• Your objective: Every line below that holds the string "Kerry" should be copied.

• Record set:
━━━━━━━━

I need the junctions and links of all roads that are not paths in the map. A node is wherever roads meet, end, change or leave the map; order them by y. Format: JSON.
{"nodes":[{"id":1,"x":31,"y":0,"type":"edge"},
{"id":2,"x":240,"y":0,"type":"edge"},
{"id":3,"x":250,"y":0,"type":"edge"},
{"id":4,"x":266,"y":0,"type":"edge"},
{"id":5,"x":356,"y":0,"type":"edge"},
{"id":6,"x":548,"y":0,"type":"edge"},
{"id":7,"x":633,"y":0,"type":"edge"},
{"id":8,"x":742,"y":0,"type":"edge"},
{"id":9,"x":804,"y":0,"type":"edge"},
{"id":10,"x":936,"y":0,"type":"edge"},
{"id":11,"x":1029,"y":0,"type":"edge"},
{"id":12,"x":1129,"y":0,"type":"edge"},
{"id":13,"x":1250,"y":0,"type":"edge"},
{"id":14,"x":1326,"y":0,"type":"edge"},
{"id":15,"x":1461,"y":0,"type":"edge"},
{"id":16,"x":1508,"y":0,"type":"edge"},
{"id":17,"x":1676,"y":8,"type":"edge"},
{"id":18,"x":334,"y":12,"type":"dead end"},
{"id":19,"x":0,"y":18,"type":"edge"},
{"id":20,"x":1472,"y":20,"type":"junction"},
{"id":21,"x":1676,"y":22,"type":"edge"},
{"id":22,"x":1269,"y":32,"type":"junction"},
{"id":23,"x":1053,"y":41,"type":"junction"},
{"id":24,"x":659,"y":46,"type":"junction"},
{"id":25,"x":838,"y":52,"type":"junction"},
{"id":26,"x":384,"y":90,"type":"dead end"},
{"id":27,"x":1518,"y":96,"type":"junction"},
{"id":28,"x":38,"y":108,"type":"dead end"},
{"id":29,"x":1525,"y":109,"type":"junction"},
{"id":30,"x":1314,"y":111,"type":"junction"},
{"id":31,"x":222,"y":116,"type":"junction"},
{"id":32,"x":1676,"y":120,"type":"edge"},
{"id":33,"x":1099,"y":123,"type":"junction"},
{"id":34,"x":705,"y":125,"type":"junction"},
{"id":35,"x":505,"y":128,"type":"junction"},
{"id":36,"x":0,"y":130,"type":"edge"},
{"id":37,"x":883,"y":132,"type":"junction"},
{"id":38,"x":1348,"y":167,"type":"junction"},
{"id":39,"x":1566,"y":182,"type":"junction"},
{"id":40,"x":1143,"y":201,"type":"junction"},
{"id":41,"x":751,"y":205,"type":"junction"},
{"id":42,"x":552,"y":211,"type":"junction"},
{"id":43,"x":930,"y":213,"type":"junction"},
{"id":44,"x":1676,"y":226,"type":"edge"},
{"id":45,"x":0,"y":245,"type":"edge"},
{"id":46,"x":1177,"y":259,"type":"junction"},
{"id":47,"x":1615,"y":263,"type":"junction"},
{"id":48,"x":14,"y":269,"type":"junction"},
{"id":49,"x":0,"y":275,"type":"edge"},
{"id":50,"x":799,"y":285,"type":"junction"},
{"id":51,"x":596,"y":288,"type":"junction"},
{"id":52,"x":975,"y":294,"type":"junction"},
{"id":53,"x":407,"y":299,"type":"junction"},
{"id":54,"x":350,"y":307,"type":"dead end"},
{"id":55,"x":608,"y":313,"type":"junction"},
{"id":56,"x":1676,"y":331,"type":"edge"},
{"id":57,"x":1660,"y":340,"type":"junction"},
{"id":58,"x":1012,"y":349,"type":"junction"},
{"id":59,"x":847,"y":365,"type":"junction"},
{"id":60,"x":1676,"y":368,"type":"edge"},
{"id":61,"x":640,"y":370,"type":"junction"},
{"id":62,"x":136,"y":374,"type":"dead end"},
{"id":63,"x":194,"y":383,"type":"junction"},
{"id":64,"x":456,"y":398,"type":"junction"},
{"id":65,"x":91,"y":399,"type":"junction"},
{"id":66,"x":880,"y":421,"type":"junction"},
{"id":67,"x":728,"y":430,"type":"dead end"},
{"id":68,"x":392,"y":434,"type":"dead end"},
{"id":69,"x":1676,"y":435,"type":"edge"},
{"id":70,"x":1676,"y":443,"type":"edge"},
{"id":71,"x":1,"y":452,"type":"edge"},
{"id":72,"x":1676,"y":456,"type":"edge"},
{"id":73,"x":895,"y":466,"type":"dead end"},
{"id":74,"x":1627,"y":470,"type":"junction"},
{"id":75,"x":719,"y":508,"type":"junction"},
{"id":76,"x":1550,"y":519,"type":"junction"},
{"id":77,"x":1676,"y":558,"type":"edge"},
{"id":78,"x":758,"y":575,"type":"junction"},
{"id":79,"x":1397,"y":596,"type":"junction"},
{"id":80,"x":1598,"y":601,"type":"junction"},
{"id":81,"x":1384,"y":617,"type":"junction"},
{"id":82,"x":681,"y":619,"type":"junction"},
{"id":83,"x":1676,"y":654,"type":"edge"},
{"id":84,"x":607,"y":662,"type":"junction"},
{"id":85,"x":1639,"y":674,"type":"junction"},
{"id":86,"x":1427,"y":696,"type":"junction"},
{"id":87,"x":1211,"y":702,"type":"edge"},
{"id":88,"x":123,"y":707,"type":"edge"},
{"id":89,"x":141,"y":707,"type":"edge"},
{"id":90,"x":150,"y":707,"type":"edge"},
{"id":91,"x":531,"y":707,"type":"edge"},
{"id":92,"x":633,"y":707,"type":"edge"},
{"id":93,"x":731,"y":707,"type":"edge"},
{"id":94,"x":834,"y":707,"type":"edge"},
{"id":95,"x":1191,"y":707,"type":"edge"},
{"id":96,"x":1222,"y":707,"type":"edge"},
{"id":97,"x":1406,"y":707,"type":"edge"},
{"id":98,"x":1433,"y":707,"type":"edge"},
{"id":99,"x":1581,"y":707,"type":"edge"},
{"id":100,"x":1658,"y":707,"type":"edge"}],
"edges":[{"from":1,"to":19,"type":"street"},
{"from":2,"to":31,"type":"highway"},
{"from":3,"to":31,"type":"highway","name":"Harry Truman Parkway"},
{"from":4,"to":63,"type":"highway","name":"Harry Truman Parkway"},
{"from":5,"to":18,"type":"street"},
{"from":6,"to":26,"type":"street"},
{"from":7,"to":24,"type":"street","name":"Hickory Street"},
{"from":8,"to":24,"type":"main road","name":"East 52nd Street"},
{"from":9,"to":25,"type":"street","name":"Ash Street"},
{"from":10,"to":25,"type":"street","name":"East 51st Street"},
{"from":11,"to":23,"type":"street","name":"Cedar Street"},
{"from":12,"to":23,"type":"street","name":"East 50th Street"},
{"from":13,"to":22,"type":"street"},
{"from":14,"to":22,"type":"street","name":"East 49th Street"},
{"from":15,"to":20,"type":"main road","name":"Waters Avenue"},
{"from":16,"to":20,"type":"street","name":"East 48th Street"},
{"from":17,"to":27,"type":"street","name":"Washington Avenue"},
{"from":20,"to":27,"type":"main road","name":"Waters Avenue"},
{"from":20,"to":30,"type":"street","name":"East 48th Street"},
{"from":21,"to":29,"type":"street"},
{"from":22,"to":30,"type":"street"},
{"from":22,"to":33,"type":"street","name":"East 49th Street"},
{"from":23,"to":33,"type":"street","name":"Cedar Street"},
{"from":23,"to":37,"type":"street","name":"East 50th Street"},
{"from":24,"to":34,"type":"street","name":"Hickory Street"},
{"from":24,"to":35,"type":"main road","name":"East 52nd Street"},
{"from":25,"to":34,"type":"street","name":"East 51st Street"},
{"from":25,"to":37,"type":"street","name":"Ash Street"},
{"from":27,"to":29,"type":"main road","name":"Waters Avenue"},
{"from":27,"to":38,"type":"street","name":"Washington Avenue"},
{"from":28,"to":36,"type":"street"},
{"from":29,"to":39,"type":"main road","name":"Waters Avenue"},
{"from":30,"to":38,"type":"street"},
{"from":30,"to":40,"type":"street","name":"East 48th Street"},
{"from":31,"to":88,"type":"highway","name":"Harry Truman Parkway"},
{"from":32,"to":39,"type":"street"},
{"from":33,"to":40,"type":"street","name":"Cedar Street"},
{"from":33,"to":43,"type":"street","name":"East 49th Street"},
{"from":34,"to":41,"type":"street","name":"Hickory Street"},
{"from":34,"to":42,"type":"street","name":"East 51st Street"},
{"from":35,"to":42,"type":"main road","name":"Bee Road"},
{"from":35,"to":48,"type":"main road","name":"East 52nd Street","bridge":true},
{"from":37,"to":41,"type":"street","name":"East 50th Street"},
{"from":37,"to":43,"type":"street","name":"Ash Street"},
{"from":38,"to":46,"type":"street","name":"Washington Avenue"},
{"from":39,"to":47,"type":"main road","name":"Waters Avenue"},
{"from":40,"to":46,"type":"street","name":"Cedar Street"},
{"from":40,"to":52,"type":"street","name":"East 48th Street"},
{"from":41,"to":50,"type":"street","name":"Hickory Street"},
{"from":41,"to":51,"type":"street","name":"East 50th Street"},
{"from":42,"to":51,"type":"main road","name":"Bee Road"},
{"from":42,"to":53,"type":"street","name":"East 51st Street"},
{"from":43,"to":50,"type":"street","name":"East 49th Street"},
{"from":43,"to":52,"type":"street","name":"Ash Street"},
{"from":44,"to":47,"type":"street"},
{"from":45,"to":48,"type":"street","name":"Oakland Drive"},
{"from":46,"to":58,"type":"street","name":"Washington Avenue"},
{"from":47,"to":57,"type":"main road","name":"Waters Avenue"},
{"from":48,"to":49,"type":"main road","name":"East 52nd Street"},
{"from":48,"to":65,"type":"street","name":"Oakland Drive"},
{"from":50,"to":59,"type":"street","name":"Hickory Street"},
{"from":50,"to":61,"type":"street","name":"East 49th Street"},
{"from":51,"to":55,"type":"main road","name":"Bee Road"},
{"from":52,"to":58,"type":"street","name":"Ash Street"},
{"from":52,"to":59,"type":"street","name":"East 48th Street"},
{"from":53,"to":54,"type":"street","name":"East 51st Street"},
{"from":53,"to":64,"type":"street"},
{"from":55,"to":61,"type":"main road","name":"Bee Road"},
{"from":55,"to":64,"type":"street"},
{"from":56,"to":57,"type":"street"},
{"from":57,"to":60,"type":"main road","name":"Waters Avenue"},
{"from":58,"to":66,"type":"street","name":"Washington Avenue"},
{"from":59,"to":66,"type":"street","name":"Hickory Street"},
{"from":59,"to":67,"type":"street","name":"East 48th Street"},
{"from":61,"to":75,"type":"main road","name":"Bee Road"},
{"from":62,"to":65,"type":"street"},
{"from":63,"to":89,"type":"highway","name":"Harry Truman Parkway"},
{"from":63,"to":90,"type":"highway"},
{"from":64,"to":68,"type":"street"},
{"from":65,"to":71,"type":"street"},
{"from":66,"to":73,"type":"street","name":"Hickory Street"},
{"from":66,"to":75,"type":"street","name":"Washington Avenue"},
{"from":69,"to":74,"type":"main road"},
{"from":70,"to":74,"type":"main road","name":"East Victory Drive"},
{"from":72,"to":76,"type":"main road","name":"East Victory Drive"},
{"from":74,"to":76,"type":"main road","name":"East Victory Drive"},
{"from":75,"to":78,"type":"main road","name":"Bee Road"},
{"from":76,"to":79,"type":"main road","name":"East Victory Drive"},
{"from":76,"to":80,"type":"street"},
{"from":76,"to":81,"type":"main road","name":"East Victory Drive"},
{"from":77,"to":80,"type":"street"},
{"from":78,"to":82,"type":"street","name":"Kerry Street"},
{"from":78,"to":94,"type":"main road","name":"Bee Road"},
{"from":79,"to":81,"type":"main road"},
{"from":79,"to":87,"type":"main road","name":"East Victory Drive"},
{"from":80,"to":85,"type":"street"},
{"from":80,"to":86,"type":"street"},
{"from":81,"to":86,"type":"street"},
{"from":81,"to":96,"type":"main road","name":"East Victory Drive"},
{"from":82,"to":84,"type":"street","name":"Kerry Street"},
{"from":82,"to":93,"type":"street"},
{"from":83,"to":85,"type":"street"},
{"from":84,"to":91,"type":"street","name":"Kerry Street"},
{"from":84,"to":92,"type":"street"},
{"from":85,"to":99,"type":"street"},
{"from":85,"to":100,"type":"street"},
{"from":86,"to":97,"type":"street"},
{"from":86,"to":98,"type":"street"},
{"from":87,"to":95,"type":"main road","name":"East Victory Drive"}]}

━━━━━━━━

• Reply:
{"from":78,"to":82,"type":"street","name":"Kerry Street"},
{"from":82,"to":84,"type":"street","name":"Kerry Street"},
{"from":84,"to":91,"type":"street","name":"Kerry Street"},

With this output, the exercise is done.